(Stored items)
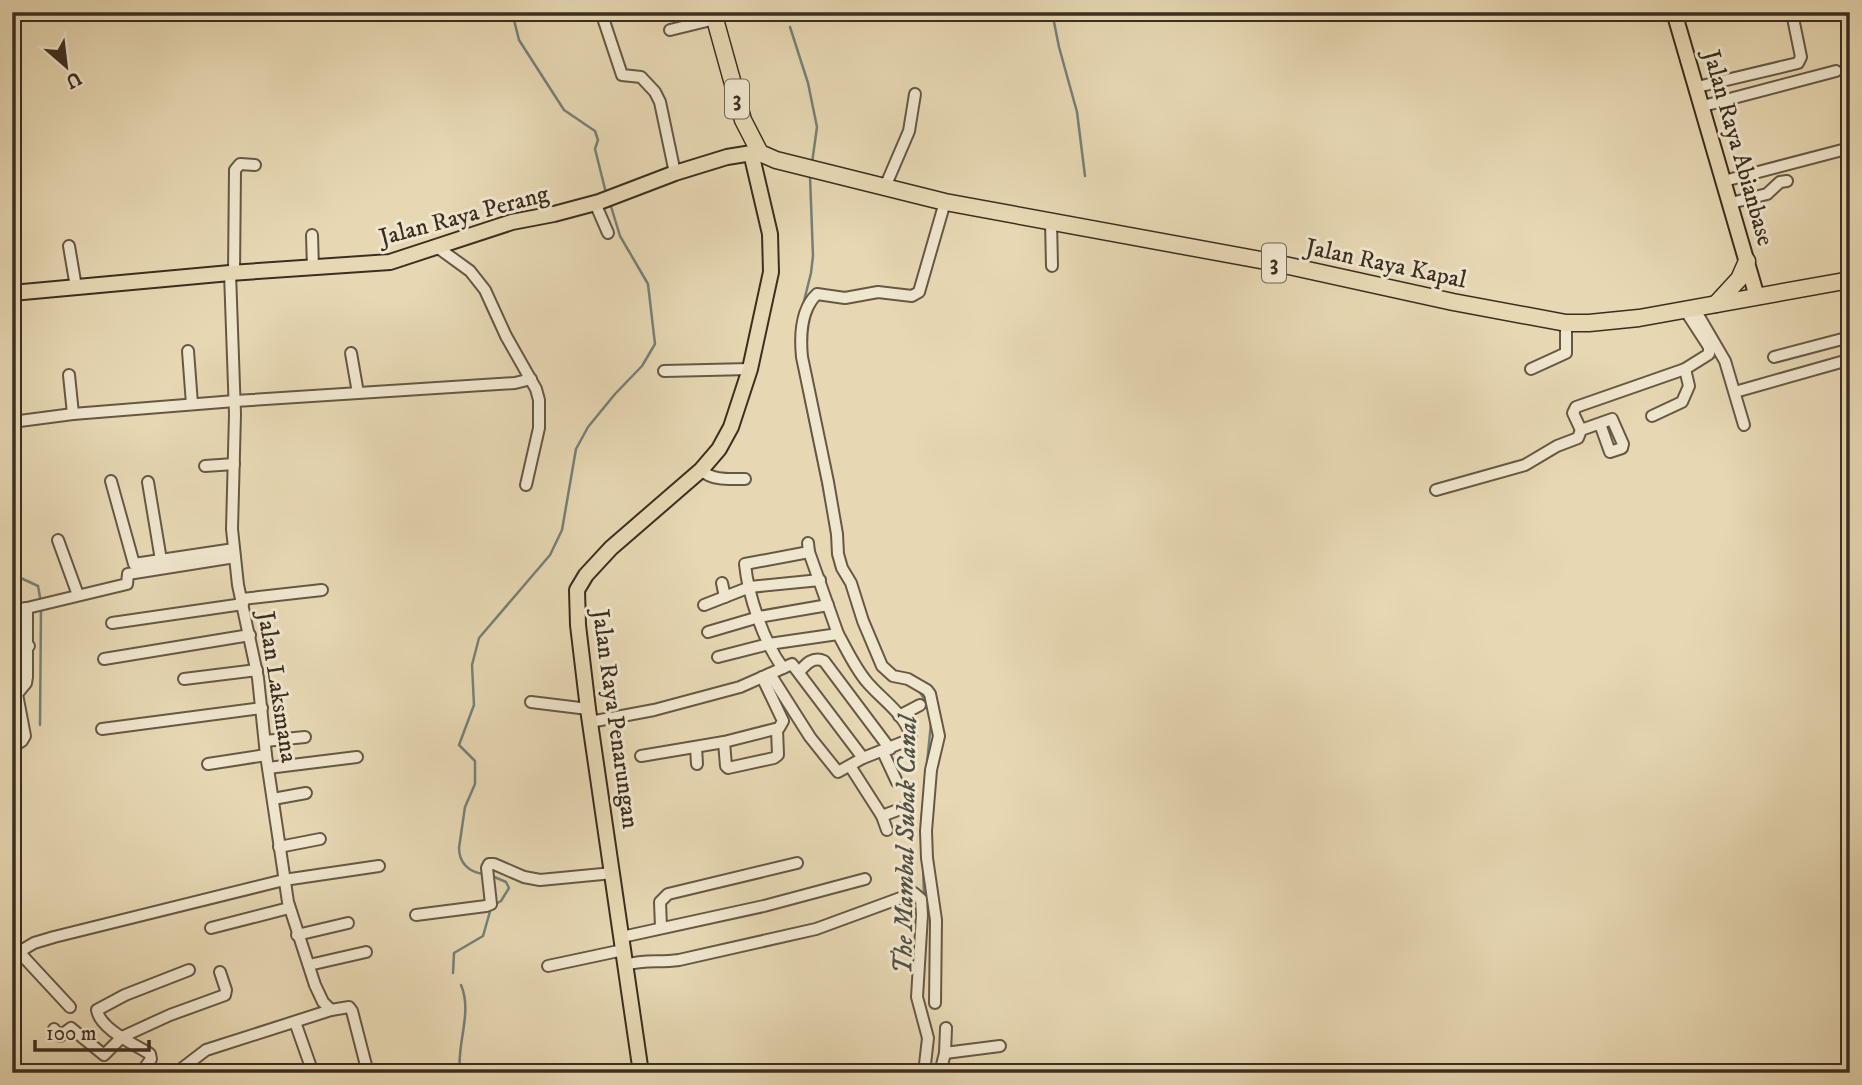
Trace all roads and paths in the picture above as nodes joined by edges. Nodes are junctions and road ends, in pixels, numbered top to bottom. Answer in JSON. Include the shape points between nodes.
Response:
{"nodes":[{"id":1,"x":601,"y":12,"type":"edge"},
{"id":2,"x":1674,"y":12,"type":"edge"},
{"id":3,"x":1803,"y":12,"type":"edge"},
{"id":4,"x":714,"y":16,"type":"edge"},
{"id":5,"x":670,"y":30,"type":"dead end"},
{"id":6,"x":1836,"y":71,"type":"dead end"},
{"id":7,"x":1697,"y":87,"type":"junction"},
{"id":8,"x":915,"y":94,"type":"dead end"},
{"id":9,"x":1703,"y":106,"type":"junction"},
{"id":10,"x":1850,"y":148,"type":"edge"},
{"id":11,"x":754,"y":150,"type":"junction"},
{"id":12,"x":255,"y":165,"type":"dead end"},
{"id":13,"x":675,"y":173,"type":"junction"},
{"id":14,"x":1724,"y":181,"type":"junction"},
{"id":15,"x":1787,"y":181,"type":"dead end"},
{"id":16,"x":885,"y":187,"type":"junction"},
{"id":17,"x":945,"y":202,"type":"junction"},
{"id":18,"x":597,"y":203,"type":"junction"},
{"id":19,"x":1731,"y":203,"type":"junction"},
{"id":20,"x":1051,"y":221,"type":"junction"},
{"id":21,"x":608,"y":233,"type":"dead end"},
{"id":22,"x":312,"y":235,"type":"dead end"},
{"id":23,"x":69,"y":246,"type":"dead end"},
{"id":24,"x":437,"y":247,"type":"junction"},
{"id":25,"x":1747,"y":261,"type":"junction"},
{"id":26,"x":1052,"y":266,"type":"dead end"},
{"id":27,"x":313,"y":268,"type":"junction"},
{"id":28,"x":232,"y":273,"type":"junction"},
{"id":29,"x":1850,"y":280,"type":"edge"},
{"id":30,"x":76,"y":287,"type":"junction"},
{"id":31,"x":12,"y":293,"type":"edge"},
{"id":32,"x":1757,"y":297,"type":"junction"},
{"id":33,"x":1716,"y":304,"type":"junction"},
{"id":34,"x":1689,"y":309,"type":"junction"},
{"id":35,"x":1566,"y":323,"type":"junction"},
{"id":36,"x":1850,"y":337,"type":"edge"},
{"id":37,"x":188,"y":351,"type":"dead end"},
{"id":38,"x":351,"y":353,"type":"dead end"},
{"id":39,"x":1774,"y":357,"type":"dead end"},
{"id":40,"x":1841,"y":362,"type":"dead end"},
{"id":41,"x":750,"y":369,"type":"junction"},
{"id":42,"x":1531,"y":369,"type":"dead end"},
{"id":43,"x":1685,"y":369,"type":"junction"},
{"id":44,"x":664,"y":371,"type":"dead end"},
{"id":45,"x":69,"y":375,"type":"dead end"},
{"id":46,"x":531,"y":379,"type":"junction"},
{"id":47,"x":1735,"y":392,"type":"junction"},
{"id":48,"x":358,"y":393,"type":"junction"},
{"id":49,"x":234,"y":401,"type":"junction"},
{"id":50,"x":192,"y":404,"type":"junction"},
{"id":51,"x":73,"y":414,"type":"junction"},
{"id":52,"x":1652,"y":416,"type":"dead end"},
{"id":53,"x":12,"y":422,"type":"edge"},
{"id":54,"x":1600,"y":424,"type":"dead end"},
{"id":55,"x":1744,"y":425,"type":"dead end"},
{"id":56,"x":1581,"y":430,"type":"junction"},
{"id":57,"x":234,"y":464,"type":"junction"},
{"id":58,"x":205,"y":466,"type":"dead end"},
{"id":59,"x":701,"y":470,"type":"junction"},
{"id":60,"x":745,"y":479,"type":"dead end"},
{"id":61,"x":111,"y":481,"type":"dead end"},
{"id":62,"x":148,"y":482,"type":"dead end"},
{"id":63,"x":526,"y":485,"type":"dead end"},
{"id":64,"x":1436,"y":490,"type":"dead end"},
{"id":65,"x":58,"y":540,"type":"dead end"},
{"id":66,"x":235,"y":553,"type":"junction"},
{"id":67,"x":161,"y":560,"type":"junction"},
{"id":68,"x":820,"y":580,"type":"junction"},
{"id":69,"x":722,"y":583,"type":"dead end"},
{"id":70,"x":750,"y":587,"type":"junction"},
{"id":71,"x":322,"y":590,"type":"dead end"},
{"id":72,"x":78,"y":595,"type":"junction"},
{"id":73,"x":725,"y":597,"type":"junction"},
{"id":74,"x":242,"y":601,"type":"junction"},
{"id":75,"x":704,"y":605,"type":"dead end"},
{"id":76,"x":828,"y":606,"type":"junction"},
{"id":77,"x":27,"y":608,"type":"junction"},
{"id":78,"x":12,"y":610,"type":"edge"},
{"id":79,"x":759,"y":617,"type":"junction"},
{"id":80,"x":112,"y":623,"type":"dead end"},
{"id":81,"x":708,"y":632,"type":"dead end"},
{"id":82,"x":838,"y":634,"type":"junction"},
{"id":83,"x":250,"y":635,"type":"junction"},
{"id":84,"x":12,"y":644,"type":"edge"},
{"id":85,"x":769,"y":644,"type":"junction"},
{"id":86,"x":29,"y":646,"type":"junction"},
{"id":87,"x":718,"y":657,"type":"dead end"},
{"id":88,"x":104,"y":659,"type":"dead end"},
{"id":89,"x":783,"y":668,"type":"junction"},
{"id":90,"x":257,"y":670,"type":"junction"},
{"id":91,"x":799,"y":672,"type":"junction"},
{"id":92,"x":766,"y":676,"type":"junction"},
{"id":93,"x":184,"y":679,"type":"dead end"},
{"id":94,"x":531,"y":702,"type":"dead end"},
{"id":95,"x":920,"y":705,"type":"dead end"},
{"id":96,"x":262,"y":708,"type":"junction"},
{"id":97,"x":589,"y":715,"type":"junction"},
{"id":98,"x":899,"y":716,"type":"junction"},
{"id":99,"x":102,"y":729,"type":"dead end"},
{"id":100,"x":777,"y":729,"type":"junction"},
{"id":101,"x":305,"y":737,"type":"dead end"},
{"id":102,"x":265,"y":741,"type":"junction"},
{"id":103,"x":724,"y":742,"type":"junction"},
{"id":104,"x":12,"y":747,"type":"edge"},
{"id":105,"x":696,"y":747,"type":"junction"},
{"id":106,"x":886,"y":750,"type":"junction"},
{"id":107,"x":266,"y":755,"type":"junction"},
{"id":108,"x":641,"y":756,"type":"dead end"},
{"id":109,"x":357,"y":757,"type":"dead end"},
{"id":110,"x":863,"y":758,"type":"junction"},
{"id":111,"x":208,"y":764,"type":"dead end"},
{"id":112,"x":696,"y":764,"type":"dead end"},
{"id":113,"x":850,"y":766,"type":"junction"},
{"id":114,"x":268,"y":768,"type":"junction"},
{"id":115,"x":897,"y":782,"type":"dead end"},
{"id":116,"x":306,"y":793,"type":"dead end"},
{"id":117,"x":273,"y":799,"type":"junction"},
{"id":118,"x":903,"y":808,"type":"dead end"},
{"id":119,"x":882,"y":816,"type":"junction"},
{"id":120,"x":887,"y":830,"type":"dead end"},
{"id":121,"x":320,"y":839,"type":"dead end"},
{"id":122,"x":279,"y":847,"type":"junction"},
{"id":123,"x":797,"y":863,"type":"dead end"},
{"id":124,"x":379,"y":866,"type":"dead end"},
{"id":125,"x":613,"y":873,"type":"junction"},
{"id":126,"x":865,"y":879,"type":"dead end"},
{"id":127,"x":284,"y":880,"type":"junction"},
{"id":128,"x":289,"y":908,"type":"junction"},
{"id":129,"x":416,"y":915,"type":"dead end"},
{"id":130,"x":348,"y":923,"type":"dead end"},
{"id":131,"x":661,"y":927,"type":"junction"},
{"id":132,"x":211,"y":928,"type":"dead end"},
{"id":133,"x":297,"y":934,"type":"junction"},
{"id":134,"x":920,"y":943,"type":"junction"},
{"id":135,"x":935,"y":944,"type":"junction"},
{"id":136,"x":623,"y":951,"type":"junction"},
{"id":137,"x":366,"y":952,"type":"dead end"},
{"id":138,"x":16,"y":953,"type":"edge"},
{"id":139,"x":309,"y":965,"type":"junction"},
{"id":140,"x":548,"y":966,"type":"dead end"},
{"id":141,"x":189,"y":970,"type":"dead end"},
{"id":142,"x":220,"y":972,"type":"dead end"},
{"id":143,"x":935,"y":1003,"type":"dead end"},
{"id":144,"x":71,"y":1007,"type":"dead end"},
{"id":145,"x":331,"y":1010,"type":"junction"},
{"id":146,"x":295,"y":1022,"type":"junction"},
{"id":147,"x":946,"y":1028,"type":"dead end"},
{"id":148,"x":54,"y":1029,"type":"dead end"},
{"id":149,"x":122,"y":1037,"type":"junction"},
{"id":150,"x":1000,"y":1046,"type":"dead end"},
{"id":151,"x":945,"y":1052,"type":"junction"},
{"id":152,"x":141,"y":1073,"type":"edge"},
{"id":153,"x":176,"y":1073,"type":"edge"},
{"id":154,"x":313,"y":1073,"type":"edge"},
{"id":155,"x":368,"y":1073,"type":"edge"},
{"id":156,"x":641,"y":1073,"type":"edge"},
{"id":157,"x":924,"y":1073,"type":"edge"},
{"id":158,"x":940,"y":1073,"type":"edge"}],
"edges":[{"from":1,"to":13,"type":"street","via":[[622,75],[641,77],[660,102]]},
{"from":2,"to":7,"type":"main road","name":"Jalan Raya Abianbase"},
{"from":3,"to":7,"type":"street","via":[[1793,18],[1801,57],[1798,63]]},
{"from":4,"to":5,"type":"street"},
{"from":4,"to":11,"type":"highway","number":"3"},
{"from":6,"to":9,"type":"street"},
{"from":7,"to":9,"type":"main road","name":"Jalan Raya Abianbase"},
{"from":8,"to":16,"type":"street","via":[[909,131]]},
{"from":9,"to":14,"type":"main road","name":"Jalan Raya Abianbase"},
{"from":10,"to":14,"type":"street"},
{"from":11,"to":13,"type":"main road","name":"Jalan Raya Perang"},
{"from":11,"to":16,"type":"highway","name":"Jalan Raya Kapal","number":"3"},
{"from":11,"to":41,"type":"main road","name":"Jalan Raya Penarungan","via":[[772,251],[770,283]]},
{"from":12,"to":28,"type":"street","name":"Jalan Laksmana","via":[[242,164],[235,170]]},
{"from":13,"to":18,"type":"main road","name":"Jalan Raya Perang"},
{"from":14,"to":19,"type":"main road","name":"Jalan Raya Abianbase"},
{"from":15,"to":19,"type":"street","via":[[1767,194]]},
{"from":16,"to":17,"type":"highway","name":"Jalan Raya Kapal","number":"3"},
{"from":17,"to":20,"type":"highway","name":"Jalan Raya Kapal","number":"3"},
{"from":17,"to":135,"type":"street","via":[[916,295],[878,292],[845,298],[817,294],[808,307],[800,339],[842,568],[882,666],[930,694],[939,736],[926,831]]},
{"from":18,"to":21,"type":"street"},
{"from":18,"to":24,"type":"main road","name":"Jalan Raya Perang","via":[[512,222]]},
{"from":19,"to":25,"type":"main road","name":"Jalan Raya Abianbase"},
{"from":20,"to":26,"type":"street"},
{"from":20,"to":35,"type":"highway","name":"Jalan Raya Kapal","number":"3"},
{"from":22,"to":27,"type":"street"},
{"from":23,"to":30,"type":"street"},
{"from":24,"to":27,"type":"main road","name":"Jalan Raya Perang","via":[[390,262]]},
{"from":24,"to":46,"type":"street","via":[[470,271],[485,290]]},
{"from":25,"to":32,"type":"main road","name":"Jalan Raya Abianbase"},
{"from":25,"to":33,"type":"highway"},
{"from":27,"to":28,"type":"main road","name":"Jalan Raya Perang"},
{"from":28,"to":30,"type":"main road","name":"Jalan Raya Perang"},
{"from":28,"to":49,"type":"street","name":"Jalan Laksmana"},
{"from":29,"to":32,"type":"highway","name":"Jalan Raya Kapal","number":"3"},
{"from":30,"to":31,"type":"main road","name":"Jalan Raya Perang"},
{"from":32,"to":33,"type":"highway","name":"Jalan Raya Kapal","number":"3"},
{"from":33,"to":34,"type":"highway","name":"Jalan Raya Kapal","number":"3"},
{"from":34,"to":35,"type":"highway","name":"Jalan Raya Kapal","number":"3"},
{"from":34,"to":43,"type":"street","via":[[1710,351]]},
{"from":34,"to":47,"type":"street","via":[[1725,361]]},
{"from":35,"to":42,"type":"street","via":[[1566,354]]},
{"from":36,"to":39,"type":"street"},
{"from":37,"to":50,"type":"street"},
{"from":38,"to":48,"type":"street"},
{"from":40,"to":47,"type":"street"},
{"from":41,"to":44,"type":"street"},
{"from":41,"to":59,"type":"main road","name":"Jalan Raya Penarungan","via":[[726,438]]},
{"from":43,"to":52,"type":"street","via":[[1687,395]]},
{"from":43,"to":56,"type":"street","via":[[1576,407],[1573,413]]},
{"from":45,"to":51,"type":"street"},
{"from":46,"to":48,"type":"street"},
{"from":46,"to":63,"type":"street","via":[[539,400],[539,428]]},
{"from":47,"to":55,"type":"street"},
{"from":48,"to":49,"type":"street"},
{"from":49,"to":50,"type":"street"},
{"from":49,"to":57,"type":"street","name":"Jalan Laksmana"},
{"from":50,"to":51,"type":"street"},
{"from":51,"to":53,"type":"street"},
{"from":54,"to":56,"type":"street"},
{"from":56,"to":64,"type":"street","via":[[1578,438],[1532,463]]},
{"from":57,"to":58,"type":"street"},
{"from":57,"to":66,"type":"street","name":"Jalan Laksmana"},
{"from":59,"to":60,"type":"street","via":[[719,478]]},
{"from":59,"to":97,"type":"main road","name":"Jalan Raya Penarungan","via":[[611,548],[579,584],[578,625]]},
{"from":61,"to":67,"type":"street","via":[[134,564]]},
{"from":62,"to":67,"type":"street"},
{"from":65,"to":72,"type":"street"},
{"from":66,"to":67,"type":"street"},
{"from":66,"to":72,"type":"street","via":[[128,574],[127,584]]},
{"from":66,"to":74,"type":"street","name":"Jalan Laksmana"},
{"from":68,"to":70,"type":"street"},
{"from":68,"to":70,"type":"street","via":[[808,547],[747,563]]},
{"from":68,"to":76,"type":"street"},
{"from":69,"to":73,"type":"street"},
{"from":70,"to":73,"type":"street"},
{"from":70,"to":79,"type":"street"},
{"from":71,"to":74,"type":"street"},
{"from":72,"to":77,"type":"street"},
{"from":73,"to":75,"type":"street"},
{"from":74,"to":80,"type":"street"},
{"from":74,"to":83,"type":"street","name":"Jalan Laksmana"},
{"from":76,"to":79,"type":"street"},
{"from":76,"to":82,"type":"street"},
{"from":77,"to":78,"type":"street"},
{"from":77,"to":86,"type":"street"},
{"from":79,"to":81,"type":"street"},
{"from":79,"to":85,"type":"street"},
{"from":82,"to":85,"type":"street"},
{"from":82,"to":98,"type":"street","via":[[865,681]]},
{"from":83,"to":88,"type":"street"},
{"from":83,"to":90,"type":"street","name":"Jalan Laksmana"},
{"from":84,"to":86,"type":"street"},
{"from":85,"to":87,"type":"street"},
{"from":85,"to":89,"type":"street"},
{"from":86,"to":104,"type":"street","via":[[27,681],[17,694],[25,736]]},
{"from":89,"to":91,"type":"street","via":[[793,665]]},
{"from":89,"to":92,"type":"street"},
{"from":90,"to":93,"type":"street"},
{"from":90,"to":96,"type":"street","name":"Jalan Laksmana"},
{"from":91,"to":106,"type":"street","via":[[813,659],[824,661]]},
{"from":91,"to":110,"type":"street"},
{"from":92,"to":97,"type":"street","via":[[654,710]]},
{"from":92,"to":100,"type":"street","via":[[783,721]]},
{"from":92,"to":113,"type":"street","via":[[835,771]]},
{"from":94,"to":97,"type":"street"},
{"from":95,"to":98,"type":"street"},
{"from":96,"to":99,"type":"street"},
{"from":96,"to":102,"type":"street","name":"Jalan Laksmana"},
{"from":97,"to":125,"type":"main road","name":"Jalan Raya Penarungan"},
{"from":98,"to":106,"type":"street","via":[[911,739]]},
{"from":100,"to":103,"type":"street"},
{"from":100,"to":103,"type":"street","via":[[778,755],[774,758],[728,768]]},
{"from":101,"to":102,"type":"street"},
{"from":102,"to":107,"type":"street","name":"Jalan Laksmana"},
{"from":103,"to":105,"type":"street"},
{"from":105,"to":108,"type":"street"},
{"from":105,"to":112,"type":"street"},
{"from":106,"to":110,"type":"street"},
{"from":106,"to":115,"type":"street"},
{"from":107,"to":111,"type":"street"},
{"from":107,"to":114,"type":"street","name":"Jalan Laksmana"},
{"from":109,"to":114,"type":"street"},
{"from":110,"to":113,"type":"street"},
{"from":113,"to":119,"type":"street"},
{"from":114,"to":117,"type":"street","name":"Jalan Laksmana"},
{"from":116,"to":117,"type":"street"},
{"from":117,"to":122,"type":"street","name":"Jalan Laksmana"},
{"from":118,"to":119,"type":"street"},
{"from":119,"to":120,"type":"street"},
{"from":121,"to":122,"type":"street"},
{"from":122,"to":127,"type":"street","name":"Jalan Laksmana"},
{"from":123,"to":131,"type":"street","via":[[668,894],[660,902]]},
{"from":124,"to":127,"type":"street"},
{"from":125,"to":129,"type":"street","via":[[540,880],[489,864],[491,904]]},
{"from":125,"to":136,"type":"main road","name":"Jalan Raya Penarungan"},
{"from":126,"to":131,"type":"street"},
{"from":127,"to":128,"type":"street","name":"Jalan Laksmana"},
{"from":127,"to":138,"type":"street","via":[[54,937]]},
{"from":128,"to":132,"type":"street"},
{"from":128,"to":133,"type":"street","name":"Jalan Laksmana"},
{"from":130,"to":133,"type":"street"},
{"from":131,"to":136,"type":"street"},
{"from":133,"to":139,"type":"street","name":"Jalan Laksmana"},
{"from":134,"to":135,"type":"street"},
{"from":134,"to":136,"type":"street","via":[[921,903],[912,893],[785,938],[678,960],[646,960]]},
{"from":134,"to":157,"type":"street","via":[[917,997],[928,1038]]},
{"from":135,"to":143,"type":"street"},
{"from":136,"to":140,"type":"street"},
{"from":136,"to":156,"type":"main road","name":"Jalan Raya Penarungan"},
{"from":137,"to":139,"type":"street"},
{"from":138,"to":144,"type":"street"},
{"from":139,"to":145,"type":"street","name":"Jalan Laksmana","via":[[321,999]]},
{"from":141,"to":149,"type":"street","via":[[99,1008],[99,1017]]},
{"from":142,"to":149,"type":"street","via":[[226,990],[223,996]]},
{"from":145,"to":146,"type":"street"},
{"from":145,"to":155,"type":"street","via":[[349,1007],[352,1011]]},
{"from":146,"to":153,"type":"street","via":[[206,1050]]},
{"from":146,"to":154,"type":"street"},
{"from":147,"to":151,"type":"street"},
{"from":148,"to":149,"type":"street","via":[[61,1036],[71,1028],[101,1054]]},
{"from":149,"to":152,"type":"street","via":[[151,1056]]},
{"from":150,"to":151,"type":"street"},
{"from":151,"to":158,"type":"street"}]}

- [Exercise goal] Read through the entries, then copy every line where the string "edges" is found.

- [Answer box]
Trace all roads and paths in the picture above as nodes joined by edges. Nodes are junctions and road ends, in pixels, numbered top to bottom. Answer in JSON. Include the shape points between nodes.
"edges":[{"from":1,"to":13,"type":"street","via":[[622,75],[641,77],[660,102]]},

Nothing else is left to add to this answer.